Need is a tricky topic. Individuals have needs. Individuals band together as teams, and those teams express the amalgam of individual needs. In theory we develop a product that addresses the needs of our customers, partners, and “market”. These complex systems develop ecosystem-like needs of their own.

Here’s a list of needs expressed at a recent retro I facilitated:

  • Long, mid, and short term economic outcomes for the organization

  • Long, mid, and short term economic outcomes for individuals

  • Improving outcomes for customers

  • Addressing the needs of the user when there is a customer/user differentiation

  • Individual challenge and skills development

  • Increased sphere of influence for individuals

  • Opportunity to practice craft (e.g. “good design”, or “clean code”)

  • Advancing a cause, disruptive change, mission, or fundamental shift

  • Eliminating frustration, “busy work”, focus on optimization and “smooth sailing”

  • Maintaining unity, harmony, quality of personal relationships. Community building

  • Preserving / defending psychological safety Consider an example.

  • A UX team member is advocating for a solution that will contribute to the organization’s long term economic outcomes, meet their definition of a “good job”, increase the influence of UX in the organization, and let them notch a win which assures their mid-term economic survival.

  • Meanwhile the product manager advocates for a solution that addresses short term economic realities, only marginally improves customer outcomes, and maintains a healthy (but perhaps less optimal) harmony between stakeholder needs.

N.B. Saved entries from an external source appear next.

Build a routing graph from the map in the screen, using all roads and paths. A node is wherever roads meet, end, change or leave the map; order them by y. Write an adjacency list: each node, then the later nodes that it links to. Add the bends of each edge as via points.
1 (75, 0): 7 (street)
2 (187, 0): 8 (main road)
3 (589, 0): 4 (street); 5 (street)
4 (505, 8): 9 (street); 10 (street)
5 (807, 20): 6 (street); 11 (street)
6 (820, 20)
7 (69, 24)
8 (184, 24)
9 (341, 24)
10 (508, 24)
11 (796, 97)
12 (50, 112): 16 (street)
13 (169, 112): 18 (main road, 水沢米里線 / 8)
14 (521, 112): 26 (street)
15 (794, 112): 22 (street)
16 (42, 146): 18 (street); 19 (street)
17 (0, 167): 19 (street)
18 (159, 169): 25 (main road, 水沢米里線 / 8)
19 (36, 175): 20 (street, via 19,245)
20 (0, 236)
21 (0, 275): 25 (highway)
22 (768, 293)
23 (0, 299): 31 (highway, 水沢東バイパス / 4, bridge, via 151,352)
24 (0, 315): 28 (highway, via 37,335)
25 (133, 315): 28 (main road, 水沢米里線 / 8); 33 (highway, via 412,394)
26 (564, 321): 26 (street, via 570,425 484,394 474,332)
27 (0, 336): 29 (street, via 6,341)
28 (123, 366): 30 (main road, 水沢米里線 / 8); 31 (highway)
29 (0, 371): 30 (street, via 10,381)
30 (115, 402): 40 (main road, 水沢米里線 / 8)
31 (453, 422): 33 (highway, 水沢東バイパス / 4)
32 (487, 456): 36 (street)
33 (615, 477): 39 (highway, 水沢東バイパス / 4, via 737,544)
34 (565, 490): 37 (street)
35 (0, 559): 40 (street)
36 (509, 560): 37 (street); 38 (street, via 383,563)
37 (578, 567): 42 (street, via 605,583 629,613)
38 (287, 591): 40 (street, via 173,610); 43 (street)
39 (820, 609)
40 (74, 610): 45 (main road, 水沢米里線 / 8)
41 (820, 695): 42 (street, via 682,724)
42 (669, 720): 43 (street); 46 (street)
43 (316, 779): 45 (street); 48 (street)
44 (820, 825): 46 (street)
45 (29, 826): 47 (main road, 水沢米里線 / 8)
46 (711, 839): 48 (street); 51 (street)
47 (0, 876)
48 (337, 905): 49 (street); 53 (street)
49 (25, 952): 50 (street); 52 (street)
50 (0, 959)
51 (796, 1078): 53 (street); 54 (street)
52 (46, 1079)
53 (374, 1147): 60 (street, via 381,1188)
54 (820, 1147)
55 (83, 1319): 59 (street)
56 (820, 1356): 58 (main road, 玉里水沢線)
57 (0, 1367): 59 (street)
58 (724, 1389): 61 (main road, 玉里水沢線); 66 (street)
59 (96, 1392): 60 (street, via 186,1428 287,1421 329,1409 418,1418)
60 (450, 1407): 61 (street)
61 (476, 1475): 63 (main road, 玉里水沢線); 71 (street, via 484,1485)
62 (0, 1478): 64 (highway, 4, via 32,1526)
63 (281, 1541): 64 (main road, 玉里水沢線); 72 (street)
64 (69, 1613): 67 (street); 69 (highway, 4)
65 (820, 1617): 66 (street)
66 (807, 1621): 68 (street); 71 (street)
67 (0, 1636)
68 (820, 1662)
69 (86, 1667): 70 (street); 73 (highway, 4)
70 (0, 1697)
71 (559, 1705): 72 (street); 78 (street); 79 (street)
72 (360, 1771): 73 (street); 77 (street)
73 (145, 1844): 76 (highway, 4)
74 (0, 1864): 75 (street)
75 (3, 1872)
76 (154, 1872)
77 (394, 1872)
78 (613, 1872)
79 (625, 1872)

Who is right? Throw in another hundred people into the mix. Who is right now? Is there a right answer? No. But some things most certainly have a negative impact:

  1. Assuming your past experiences qualify you to interpret future needs, or that your organization’s needs today will resemble its needs in the future
  2. Lacking fundamental psychological safety in your organization. Are people free and safe to express their needs and perspectives?
  3. Expecting to change individual value systems. You might help someone become more at peace with their values, or show more empathy for the needs of others, but trying to change what they value is a tall order
  4. Assuming someone isn’t motivated because they don’t care about the same things you care about.
  5. Assuming you’re talking about the same thing when you say something like “user friendly” or “agile” or “pivot”. Shared understanding matters
  6. Failing to express your own needs as your own needs. Instead of saying “it is important for me to consider the customer in this case” you advocate for a methodology, or directly attack the motives of a team member. Are you communicating your own needs effectively?
  7. Assuming everyone cares about the economic success of the business in the same way. Some people don’t care at all, or they prioritize customer outcomes over business outcomes, or they care primarily about short/long term outcomes. What can you leverage in this case for everyone’s mutual benefit?
  8. Assuming a person’s passion for a point of view is proportional to the amount of time they spend complaining about it. They might care, but not really care. Or they may be afraid, and choose not to voice their deep concerns. This is what I’ve been mulling on today.

What do I need? What do you need?It’s a good start.